“The Hills” — Season 3

By Jae-Ha Kim
July 29, 2008

The third season of The Hills is alive with the sound of arguing, crying, and making up (sort of) by the telegenic quartet known as Lauren, Heidi, Whitney and Audrina. Glitzy, fabulous and completely unrealistic, this top-rated MTV reality series thrives on the conceit that pretty girls are jealous of each other when one of them has a boyfriend. But if that boyfriend is Spencer (Heidi’s big-toothed Svengali-in-training), it’s not necessarily jealousy the girls are feeling so much as revulsion.

With her enhanced bosom on display, Heidi makes a weak attempt at independence this season, calling Spencer out for trying to control her. But watching the two–derisively known as Speidi–talk wanly, the vignettes come off as rehearsed as they’ve alluded to in interviews. Never mind that she flies off to Las Vegas to get some perspective. Are we really to believe that without receiving a call from her, Spencer figures out all by himself where she’s staying in time to arrive for a heartfelt confrontation where both appear to have on their share of stage makeup?

Reality isn’t the drawing card of The Hills. It’s watching a group of young, gorgeous twentysomethings living high on the hog in glamorous careers that appear to be incredibly lucrative. In reality, the core group work in fields where the paycheck could barely afford them to rent a small apartment together. Audrina is an intern at a record label, Lauren is an intern at a magazine, and Heidi is employed by a PR firm that apparently doesn’t mind that she really doesn’t seem to do all that much.

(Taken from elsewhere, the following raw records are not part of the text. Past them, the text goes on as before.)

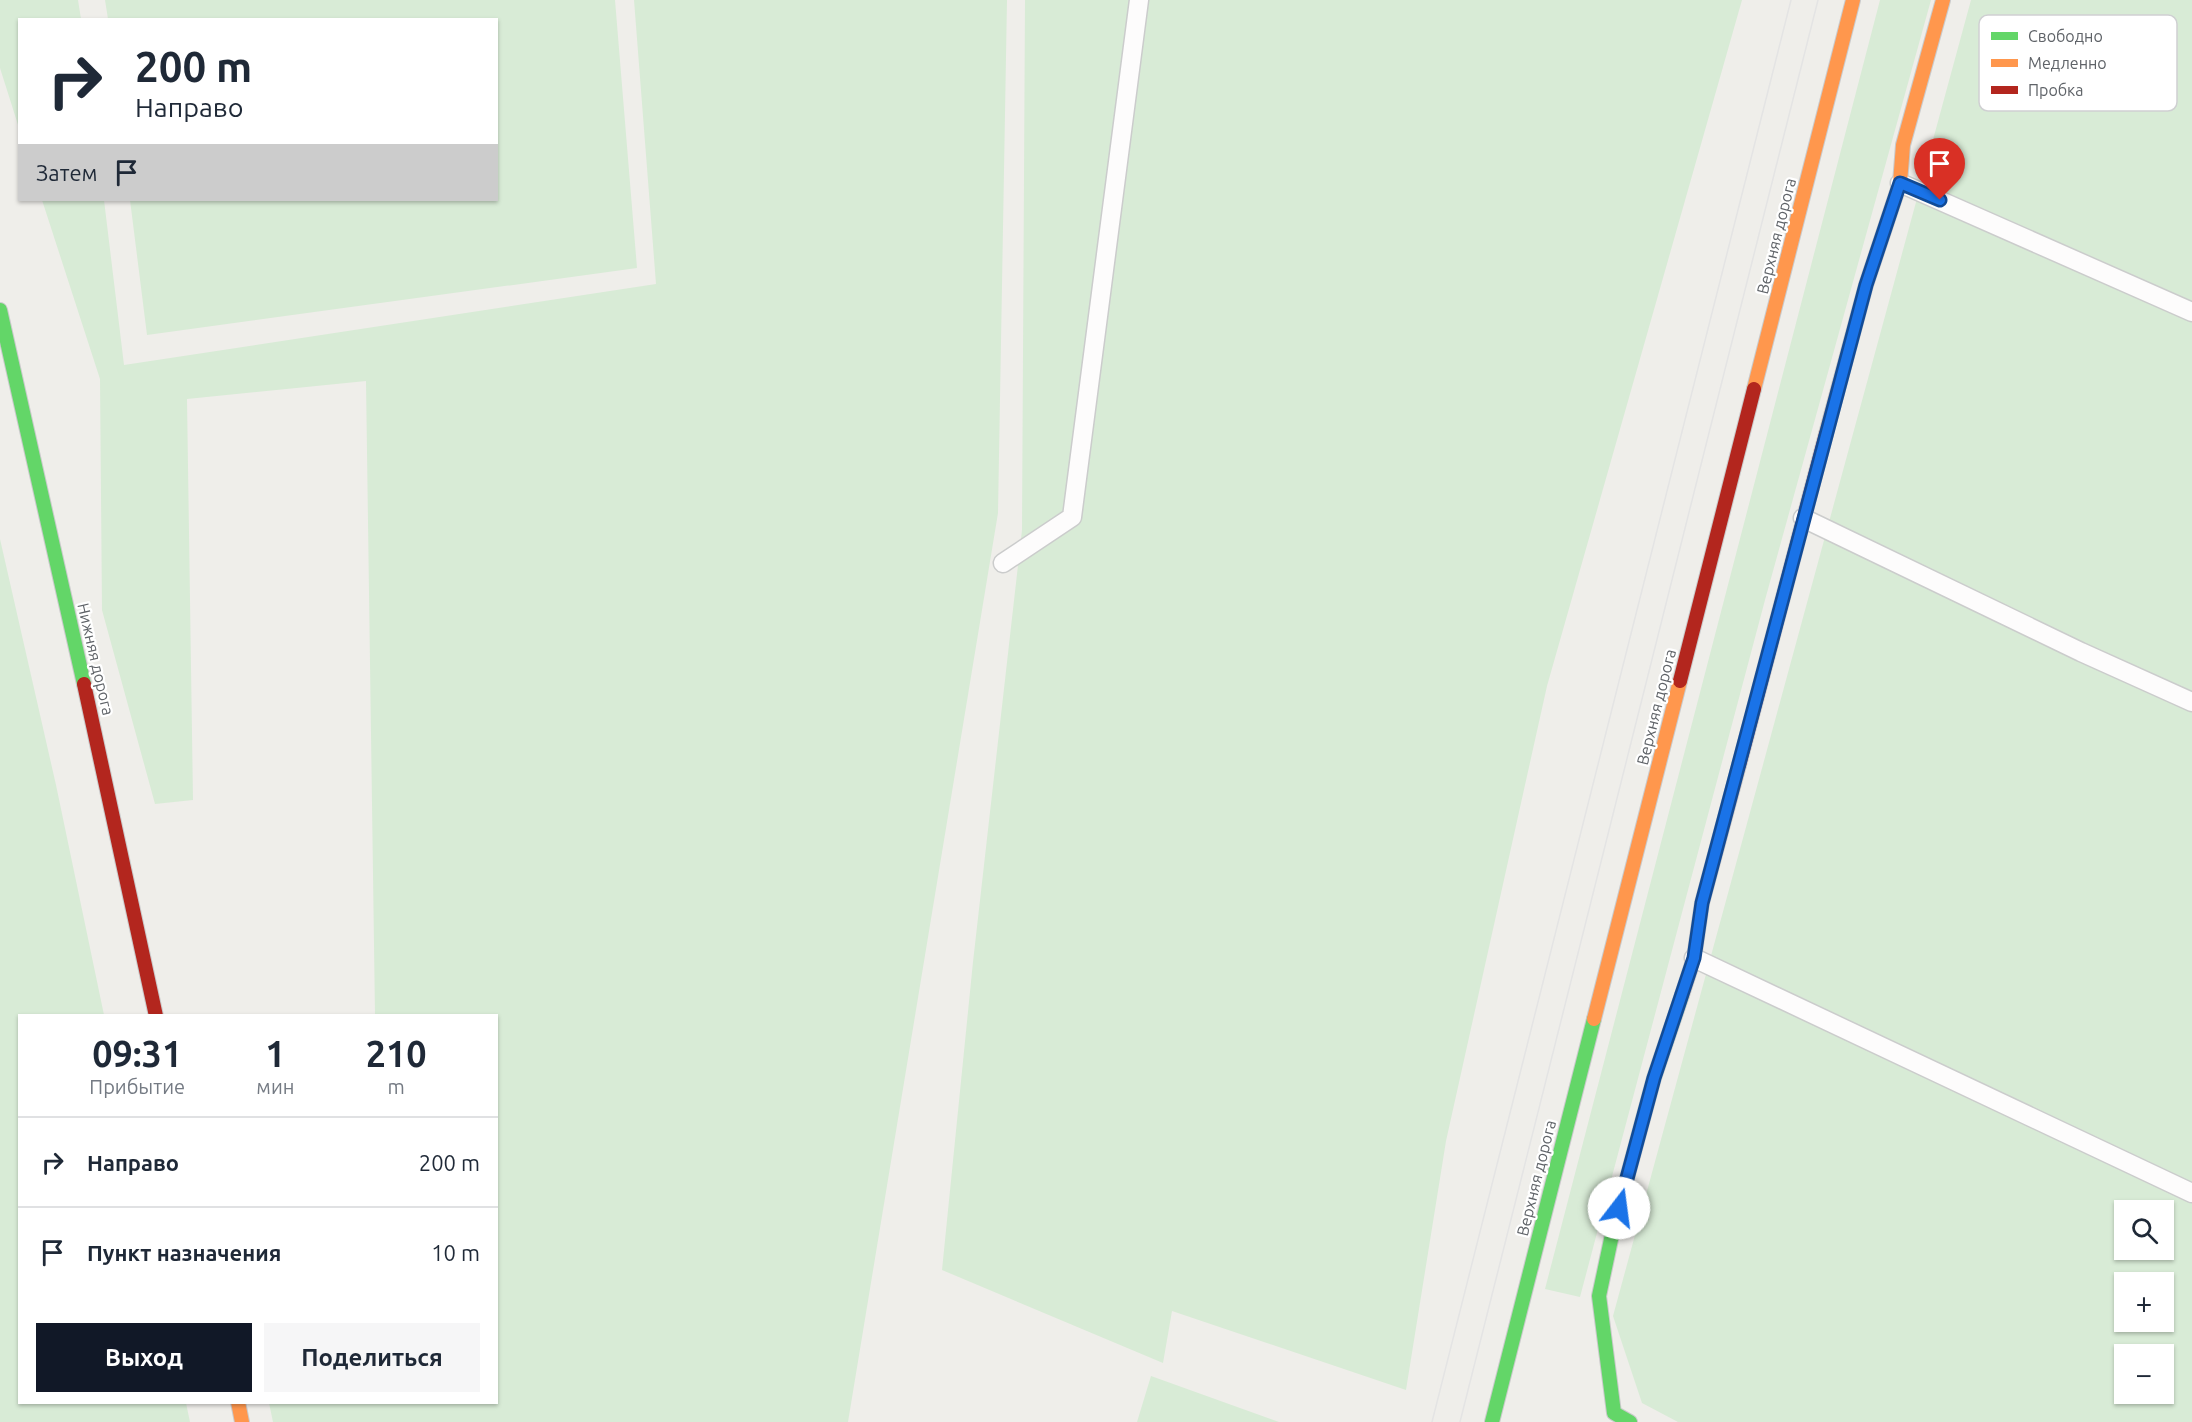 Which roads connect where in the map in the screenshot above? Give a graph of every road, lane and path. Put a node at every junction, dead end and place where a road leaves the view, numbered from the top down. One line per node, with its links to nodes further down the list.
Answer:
1 (1139, 0): 8 (lane)
2 (1853, 0): 15 (main road, Верхняя дорога)
3 (1943, 0): 4 (main road)
4 (1900, 183): 6 (lane); 7 (main road)
5 (0, 310): 11 (main road, Нижняя дорога)
6 (2192, 312)
7 (1803, 518): 9 (lane); 10 (main road)
8 (1003, 563)
9 (2192, 702)
10 (1694, 958): 12 (lane); 16 (main road)
11 (156, 1014)
12 (2192, 1193)
13 (238, 1404): 14 (main road)
14 (242, 1422)
15 (1492, 1422)
16 (1630, 1422) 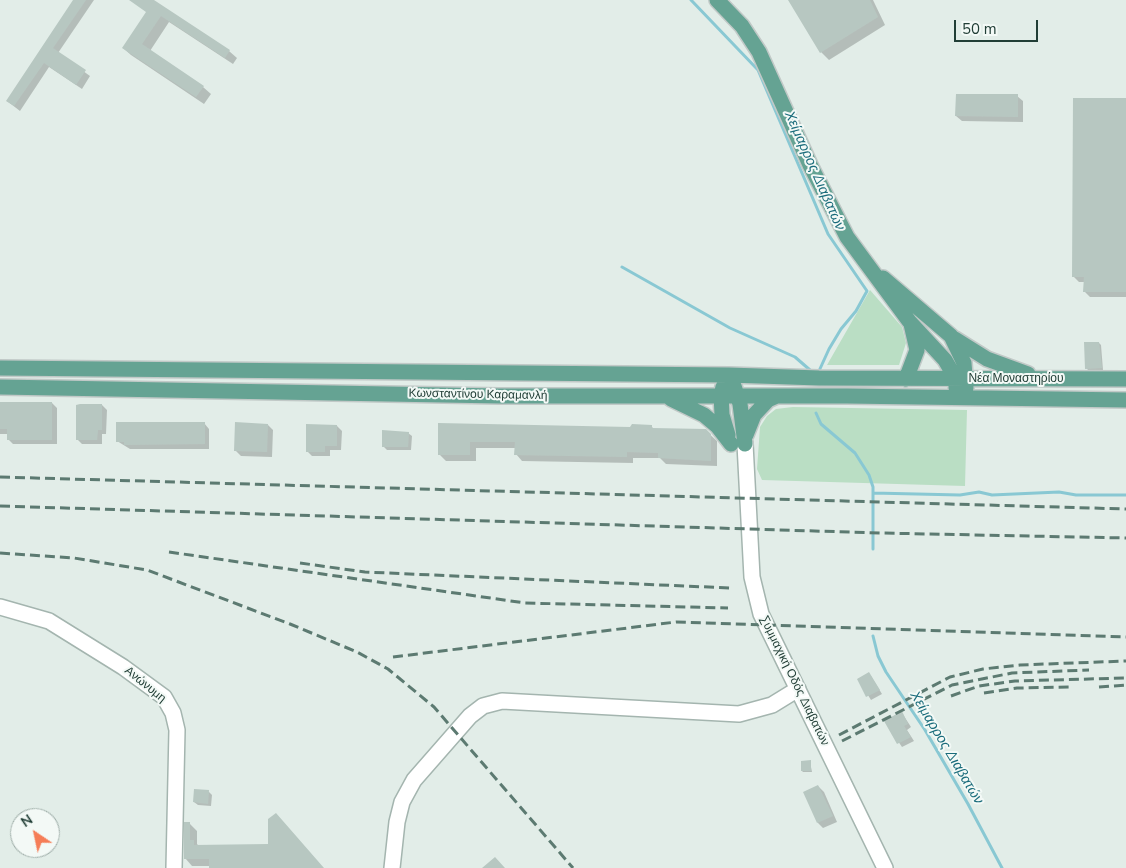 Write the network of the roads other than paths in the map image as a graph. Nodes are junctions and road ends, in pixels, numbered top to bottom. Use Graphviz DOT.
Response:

And yet we’re led to believe that these gals can live a Paris Hilton lifestyle, without Hilton’s trust fund.

But part of the guilty pleasure in watching The Hills is that mixed in with all the make-believe lifestyle is a lot of true confessions and drama. As pretty as she is, Lauren seems to have issues when her friends get boyfriends.

Granted, she is usually right on the money about their lack of character. But she doesn’t know when to stop interfering in her friends’ lives and lectures and whines to the point where no one wants to hear about it anymore–not even her loyal viewers.

The liberal use of “I love you” that is thrown around to friends they’ve just made also is telling. When the girls figure out that the phrase should be used sparingly and to people who’ve actually earned their love and trust, they may stand a shot at finding men who will truly return their affection. And those guys probably won’t want their relationship filmed on subsequent seasons of the show.